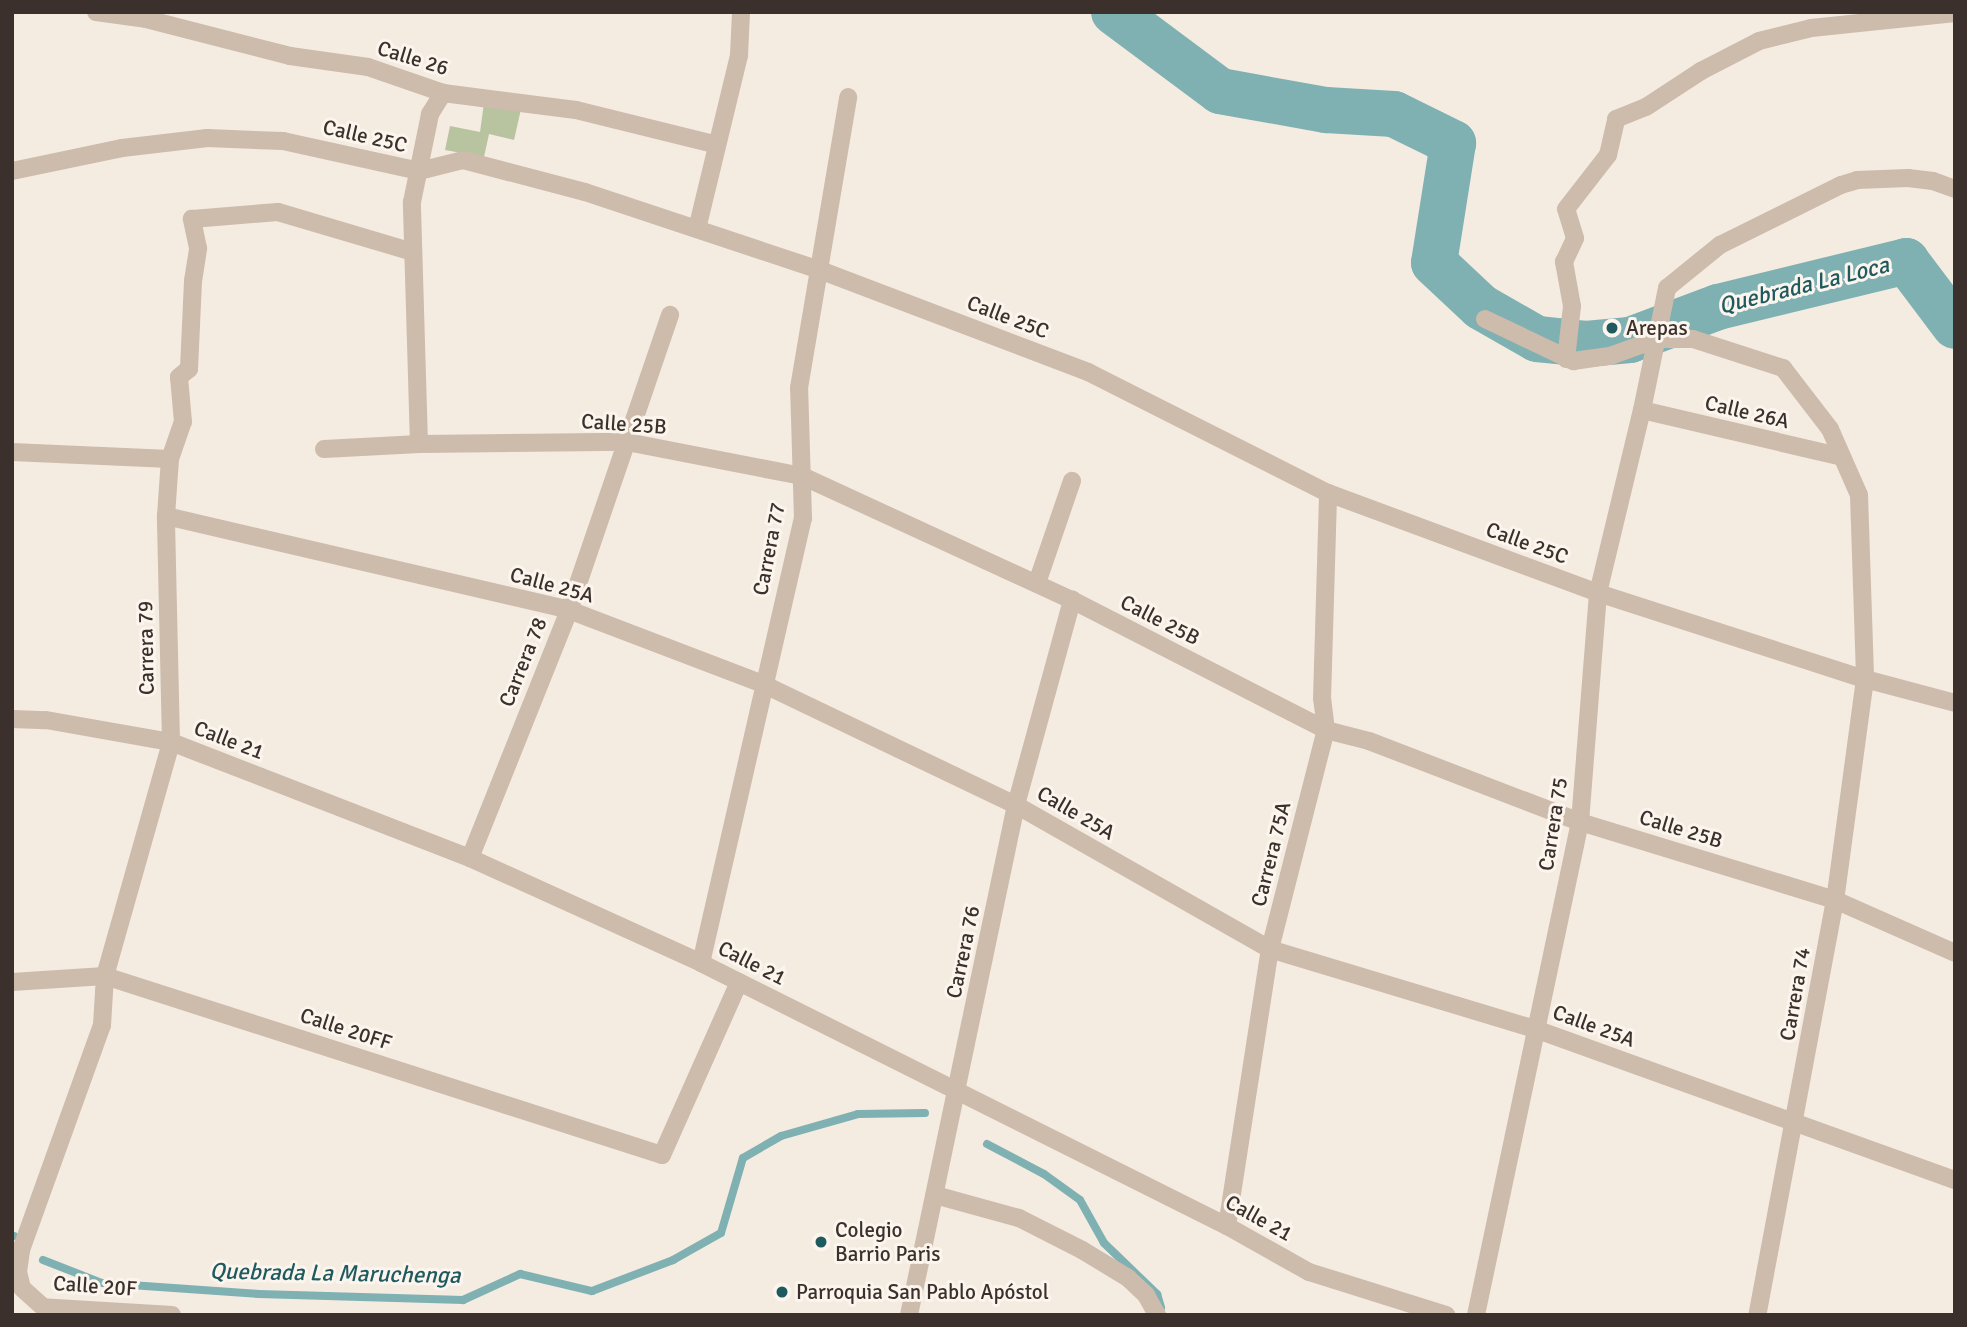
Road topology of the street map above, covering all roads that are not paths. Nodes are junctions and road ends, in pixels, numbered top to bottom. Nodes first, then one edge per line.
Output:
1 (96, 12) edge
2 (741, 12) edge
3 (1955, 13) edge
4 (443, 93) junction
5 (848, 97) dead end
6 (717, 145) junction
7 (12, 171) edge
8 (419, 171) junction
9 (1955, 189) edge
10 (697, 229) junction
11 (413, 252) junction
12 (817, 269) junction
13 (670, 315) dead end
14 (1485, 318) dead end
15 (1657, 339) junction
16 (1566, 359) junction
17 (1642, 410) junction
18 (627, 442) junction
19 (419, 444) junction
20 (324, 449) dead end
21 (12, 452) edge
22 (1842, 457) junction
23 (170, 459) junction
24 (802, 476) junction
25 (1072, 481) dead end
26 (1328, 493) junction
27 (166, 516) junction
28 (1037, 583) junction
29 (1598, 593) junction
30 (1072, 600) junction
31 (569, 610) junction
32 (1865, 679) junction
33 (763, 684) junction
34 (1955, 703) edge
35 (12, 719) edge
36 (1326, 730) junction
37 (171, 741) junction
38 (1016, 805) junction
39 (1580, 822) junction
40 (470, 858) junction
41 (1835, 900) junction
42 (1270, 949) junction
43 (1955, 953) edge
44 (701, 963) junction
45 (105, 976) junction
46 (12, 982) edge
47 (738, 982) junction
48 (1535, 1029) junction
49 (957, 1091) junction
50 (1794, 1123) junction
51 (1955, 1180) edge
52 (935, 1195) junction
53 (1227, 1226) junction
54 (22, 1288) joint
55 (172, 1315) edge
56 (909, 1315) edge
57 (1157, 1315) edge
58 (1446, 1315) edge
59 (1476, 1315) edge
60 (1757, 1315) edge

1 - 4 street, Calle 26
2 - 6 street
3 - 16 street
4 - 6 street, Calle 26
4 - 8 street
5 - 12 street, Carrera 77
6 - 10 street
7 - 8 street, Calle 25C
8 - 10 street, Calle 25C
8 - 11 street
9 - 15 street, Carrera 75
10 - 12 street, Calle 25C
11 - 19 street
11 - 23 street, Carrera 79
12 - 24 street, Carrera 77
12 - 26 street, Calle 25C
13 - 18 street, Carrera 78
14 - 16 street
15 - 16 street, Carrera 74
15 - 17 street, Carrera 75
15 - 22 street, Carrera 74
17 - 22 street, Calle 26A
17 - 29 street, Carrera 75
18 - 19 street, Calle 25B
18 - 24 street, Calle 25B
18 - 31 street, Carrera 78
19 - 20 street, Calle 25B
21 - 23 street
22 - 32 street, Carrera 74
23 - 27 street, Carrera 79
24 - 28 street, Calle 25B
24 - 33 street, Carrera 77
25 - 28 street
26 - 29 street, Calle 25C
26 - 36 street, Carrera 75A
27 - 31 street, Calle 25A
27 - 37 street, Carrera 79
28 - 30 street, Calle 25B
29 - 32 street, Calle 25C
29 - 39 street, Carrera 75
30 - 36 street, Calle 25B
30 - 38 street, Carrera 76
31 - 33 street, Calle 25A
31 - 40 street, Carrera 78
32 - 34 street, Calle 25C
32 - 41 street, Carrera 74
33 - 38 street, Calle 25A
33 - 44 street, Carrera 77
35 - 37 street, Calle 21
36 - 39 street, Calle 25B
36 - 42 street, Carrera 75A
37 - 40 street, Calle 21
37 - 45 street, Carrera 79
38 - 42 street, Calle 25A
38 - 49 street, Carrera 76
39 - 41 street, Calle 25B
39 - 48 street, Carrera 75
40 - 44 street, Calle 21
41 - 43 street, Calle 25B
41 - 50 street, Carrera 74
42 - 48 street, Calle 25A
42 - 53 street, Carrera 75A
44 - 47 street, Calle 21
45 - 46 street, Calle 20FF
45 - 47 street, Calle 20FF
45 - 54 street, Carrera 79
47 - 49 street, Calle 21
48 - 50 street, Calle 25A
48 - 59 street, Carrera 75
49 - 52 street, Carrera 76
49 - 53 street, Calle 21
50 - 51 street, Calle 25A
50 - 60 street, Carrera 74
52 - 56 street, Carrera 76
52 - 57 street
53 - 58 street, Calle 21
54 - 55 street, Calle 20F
◇ ◇ ◇
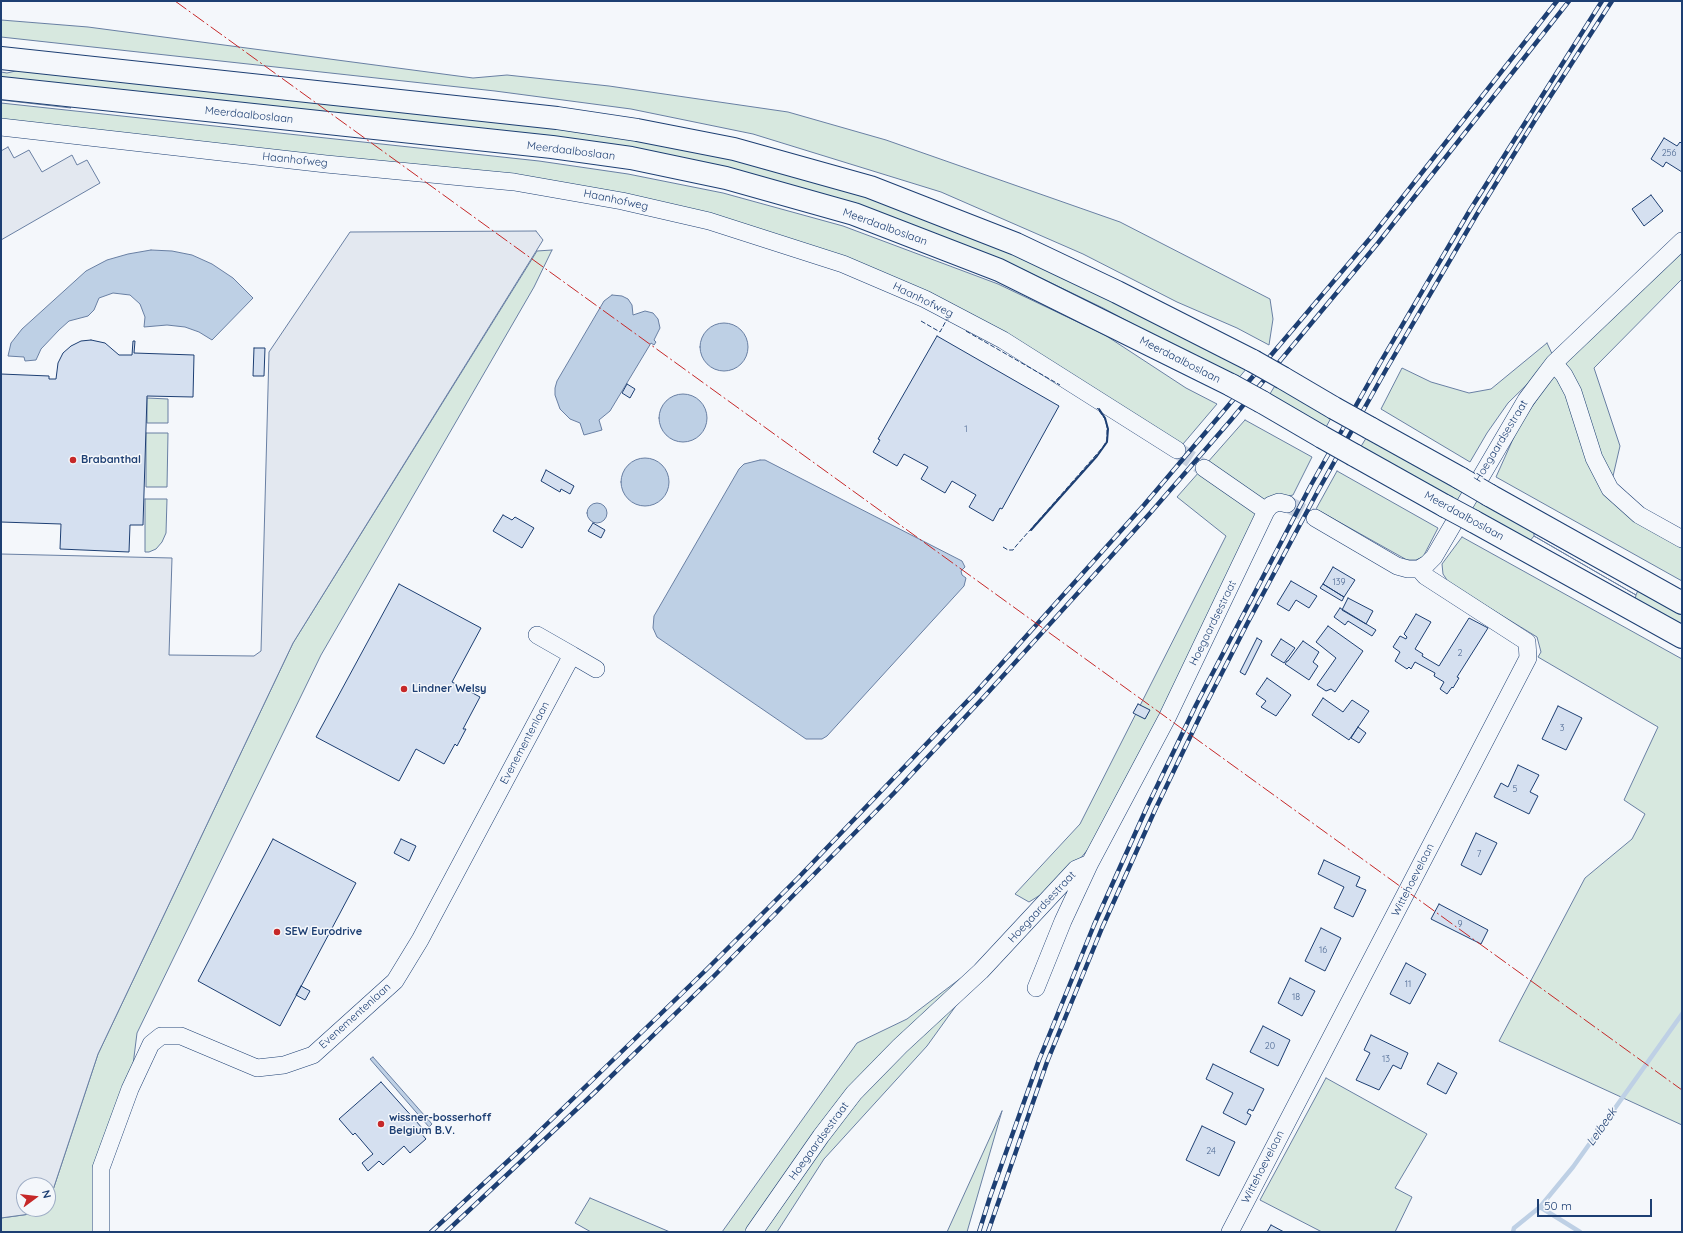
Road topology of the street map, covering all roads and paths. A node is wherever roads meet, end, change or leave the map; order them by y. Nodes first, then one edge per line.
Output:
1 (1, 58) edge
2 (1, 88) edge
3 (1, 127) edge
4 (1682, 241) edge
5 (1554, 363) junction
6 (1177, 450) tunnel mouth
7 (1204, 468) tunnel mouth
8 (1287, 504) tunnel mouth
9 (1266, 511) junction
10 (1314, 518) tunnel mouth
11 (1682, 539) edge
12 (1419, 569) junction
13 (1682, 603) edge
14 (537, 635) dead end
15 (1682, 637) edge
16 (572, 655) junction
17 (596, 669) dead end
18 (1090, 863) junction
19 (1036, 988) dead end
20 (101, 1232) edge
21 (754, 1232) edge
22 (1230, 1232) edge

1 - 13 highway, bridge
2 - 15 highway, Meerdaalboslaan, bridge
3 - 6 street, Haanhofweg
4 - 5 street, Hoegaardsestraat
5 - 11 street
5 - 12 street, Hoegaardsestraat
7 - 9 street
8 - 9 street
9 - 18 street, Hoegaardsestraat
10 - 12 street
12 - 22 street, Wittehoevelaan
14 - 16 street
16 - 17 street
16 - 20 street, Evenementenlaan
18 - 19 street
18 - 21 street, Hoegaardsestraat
◇ ◇ ◇
** AIM OF THE EXERCISE **
How many lines of the data contain "roads"? Work it out and give only the number.

** EXERCISE OUTPUT **
2